No one knows how heavy metal started. Some say it's a nightmare birthed in the darkest pit of the Abyss, while others claim it's a response to corruption. It's one part blues with a dash of classical and a fucking mountain of attitude.
Heavy metal, though, isn't just for delinquents, outlaws and rebels. Intelligent teenagers also listen to metal to cope with being talented. Stuart Cadwallader, a psychologist at the University of Warwick, claims: "They appreciate the complex and sometimes political themes of heavy metal music more than perhaps the average pop song." One student participant says, "It helps me with stress. It's the general thrashiness of it."
But, more important, metal tells a story. It's a narrative that unfolds like an Arthurian legend or a Shakespearian masterpiece. The music progresses through the elements of any good story: conflict, rising action, climax, resolution. Iron Maiden, for instance, chronicles the adventures of Eddie, a shifter who represents each album's theme. Dio weaves a tale of a demon named Murray who befriends the lead singer and, eventually, shares secrets of the netherworld. In The Puppet Master, good ol' King Diamond loses his love and awakens strapped to a hospital bed just as The Puppet Master leans forward to cut out the king's eyes.

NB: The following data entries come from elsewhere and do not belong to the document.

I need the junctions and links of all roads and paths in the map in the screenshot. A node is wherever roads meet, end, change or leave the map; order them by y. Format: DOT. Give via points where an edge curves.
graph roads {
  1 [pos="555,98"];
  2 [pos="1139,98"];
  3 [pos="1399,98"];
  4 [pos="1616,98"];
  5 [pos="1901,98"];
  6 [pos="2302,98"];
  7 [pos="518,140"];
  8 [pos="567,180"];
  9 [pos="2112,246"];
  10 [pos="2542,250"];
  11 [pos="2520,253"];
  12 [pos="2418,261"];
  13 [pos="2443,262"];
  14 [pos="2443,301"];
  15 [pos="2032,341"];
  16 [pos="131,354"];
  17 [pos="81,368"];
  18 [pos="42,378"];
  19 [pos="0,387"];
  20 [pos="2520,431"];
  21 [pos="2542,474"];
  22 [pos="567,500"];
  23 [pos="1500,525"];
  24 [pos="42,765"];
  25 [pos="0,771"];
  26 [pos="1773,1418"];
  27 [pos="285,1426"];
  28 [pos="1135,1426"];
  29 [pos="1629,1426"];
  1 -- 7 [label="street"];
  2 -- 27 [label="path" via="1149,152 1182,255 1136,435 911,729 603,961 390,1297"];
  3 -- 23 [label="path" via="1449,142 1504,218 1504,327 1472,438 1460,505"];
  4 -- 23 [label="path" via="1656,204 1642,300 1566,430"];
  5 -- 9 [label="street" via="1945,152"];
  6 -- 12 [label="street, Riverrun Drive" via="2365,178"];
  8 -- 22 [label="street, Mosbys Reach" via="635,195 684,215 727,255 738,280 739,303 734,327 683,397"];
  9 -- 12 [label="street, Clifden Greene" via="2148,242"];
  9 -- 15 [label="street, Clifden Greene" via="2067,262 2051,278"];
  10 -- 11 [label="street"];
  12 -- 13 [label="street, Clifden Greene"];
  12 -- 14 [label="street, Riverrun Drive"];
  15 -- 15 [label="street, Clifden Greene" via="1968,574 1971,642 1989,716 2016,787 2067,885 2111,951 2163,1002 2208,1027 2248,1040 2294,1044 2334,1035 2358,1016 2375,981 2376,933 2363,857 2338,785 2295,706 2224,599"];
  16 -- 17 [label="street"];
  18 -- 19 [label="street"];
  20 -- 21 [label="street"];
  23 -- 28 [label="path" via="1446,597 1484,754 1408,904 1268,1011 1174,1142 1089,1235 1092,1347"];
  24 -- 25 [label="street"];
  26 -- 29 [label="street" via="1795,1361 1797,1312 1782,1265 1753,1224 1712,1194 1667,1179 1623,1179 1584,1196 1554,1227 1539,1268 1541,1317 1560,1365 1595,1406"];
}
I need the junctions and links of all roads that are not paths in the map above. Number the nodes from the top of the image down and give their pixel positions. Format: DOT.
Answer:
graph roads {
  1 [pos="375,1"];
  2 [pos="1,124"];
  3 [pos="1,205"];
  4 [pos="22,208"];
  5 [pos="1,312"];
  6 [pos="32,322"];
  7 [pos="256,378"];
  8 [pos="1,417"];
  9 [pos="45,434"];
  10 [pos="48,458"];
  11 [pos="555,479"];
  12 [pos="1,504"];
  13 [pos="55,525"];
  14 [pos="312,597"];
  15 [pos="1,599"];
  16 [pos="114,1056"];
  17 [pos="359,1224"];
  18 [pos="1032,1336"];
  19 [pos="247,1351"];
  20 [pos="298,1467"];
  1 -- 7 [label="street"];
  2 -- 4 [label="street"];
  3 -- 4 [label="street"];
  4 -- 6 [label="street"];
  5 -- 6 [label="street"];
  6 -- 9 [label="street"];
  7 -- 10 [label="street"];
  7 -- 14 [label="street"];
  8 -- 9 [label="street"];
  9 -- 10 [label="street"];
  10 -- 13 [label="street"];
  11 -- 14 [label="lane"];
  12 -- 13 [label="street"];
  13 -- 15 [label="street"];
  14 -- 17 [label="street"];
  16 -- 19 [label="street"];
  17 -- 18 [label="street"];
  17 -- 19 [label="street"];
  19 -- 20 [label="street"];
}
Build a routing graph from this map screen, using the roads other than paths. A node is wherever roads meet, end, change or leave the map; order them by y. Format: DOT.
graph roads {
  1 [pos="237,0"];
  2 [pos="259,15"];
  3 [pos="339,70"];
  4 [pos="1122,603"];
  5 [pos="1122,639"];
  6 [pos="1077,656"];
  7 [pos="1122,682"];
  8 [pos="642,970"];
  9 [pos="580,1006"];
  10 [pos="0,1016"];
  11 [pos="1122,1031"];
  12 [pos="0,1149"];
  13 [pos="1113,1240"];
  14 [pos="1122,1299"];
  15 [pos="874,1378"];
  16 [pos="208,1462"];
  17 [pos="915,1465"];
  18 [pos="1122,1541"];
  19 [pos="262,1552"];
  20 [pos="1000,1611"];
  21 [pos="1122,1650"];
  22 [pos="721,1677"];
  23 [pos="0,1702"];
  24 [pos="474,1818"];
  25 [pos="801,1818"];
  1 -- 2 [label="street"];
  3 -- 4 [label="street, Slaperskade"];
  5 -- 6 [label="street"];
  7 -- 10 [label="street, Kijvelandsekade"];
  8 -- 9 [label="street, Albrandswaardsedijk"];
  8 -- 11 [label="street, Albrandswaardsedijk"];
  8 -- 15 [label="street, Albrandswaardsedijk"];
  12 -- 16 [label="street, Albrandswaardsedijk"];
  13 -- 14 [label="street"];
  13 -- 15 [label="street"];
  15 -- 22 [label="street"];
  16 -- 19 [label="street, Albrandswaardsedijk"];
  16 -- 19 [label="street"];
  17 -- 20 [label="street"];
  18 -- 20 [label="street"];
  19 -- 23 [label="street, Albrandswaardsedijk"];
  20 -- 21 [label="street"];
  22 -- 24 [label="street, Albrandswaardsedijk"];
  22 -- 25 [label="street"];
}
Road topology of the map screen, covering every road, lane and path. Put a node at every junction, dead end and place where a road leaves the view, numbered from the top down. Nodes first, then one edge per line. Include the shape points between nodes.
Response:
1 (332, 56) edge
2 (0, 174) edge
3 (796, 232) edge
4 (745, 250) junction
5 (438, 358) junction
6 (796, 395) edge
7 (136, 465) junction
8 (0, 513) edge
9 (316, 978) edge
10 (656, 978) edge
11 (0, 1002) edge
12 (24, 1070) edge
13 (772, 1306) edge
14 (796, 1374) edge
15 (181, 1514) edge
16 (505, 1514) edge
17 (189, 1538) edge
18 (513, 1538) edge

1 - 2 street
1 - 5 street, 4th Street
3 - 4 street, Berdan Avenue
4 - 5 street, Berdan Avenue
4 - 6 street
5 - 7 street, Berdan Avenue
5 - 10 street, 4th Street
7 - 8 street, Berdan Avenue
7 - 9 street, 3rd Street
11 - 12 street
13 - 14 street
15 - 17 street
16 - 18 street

Despite First Baptist Dallas Pastor Robert Jeffress' warnings, metal isn't just a bunch of people screaming "Hail Satan!" as guitars of fire bleed flames all over the stage. The music is much more diverse, melodic and soulful than most church hymns. Guys like Ronnie James Dio, Peter Ratajczyk and Maynard James Keenan make angels weep and the heavens cry, while Amy Lee, Otep Shamaya and Cristina Scabbia make demons drown in cold water as the metal vixens dominate the stage.
And more than a dozen different metal subgenres are currently in circulation: Heavy Metal, Thrash Metal, Power Metal, Black Metal, Doom Metal, Death Metal, Technical Death Metal, Melodic Death Metal, Progressive Metal, Groove Metal, Folk Metal, Funk Metal, Viking Metal, Nu Metal, Redneck Metal, Symphonic Metal, Speed Metal, Alternative Metal, Avant-Grande Metal, Christmas Metal, Glam Metal, Horror Metal, Industrial Metal, Sludge Metal, Stoner Metal, Gothic Metal, Minimalist Metal, Survivalist Metal, Metalcore, Deathcore and Neoclassical are just some of the choices awaiting you.
"But the Lord is my shepherd," you say, hugging your Bible close. "This music is just too dark, too passionate. And is that an f-bomb I hear? Did he just say 'goddamn'? Good lord, I don't like those words."
Never fear, true believer. Jesus loves metal, too. (What do you think they were playing when the lonely carpenter trashed the temple? It sure as hell wasn't "Amazing Grace.") And Christian metal is exploding across CBN airwaves, setting off several pacemakers in the process. Bands such as Mortification, Moonlight, Immortal Souls, Crimson Thorn and Ceremonial Sacred are playing aggressive music yet singing a pacifist's words; talk about yin and yang meltdown. These musicians are harnessing the same Dionysian power that Cannibal Corpse, Warbeast and Slayer evoke underneath a pentagram on a nightly basis.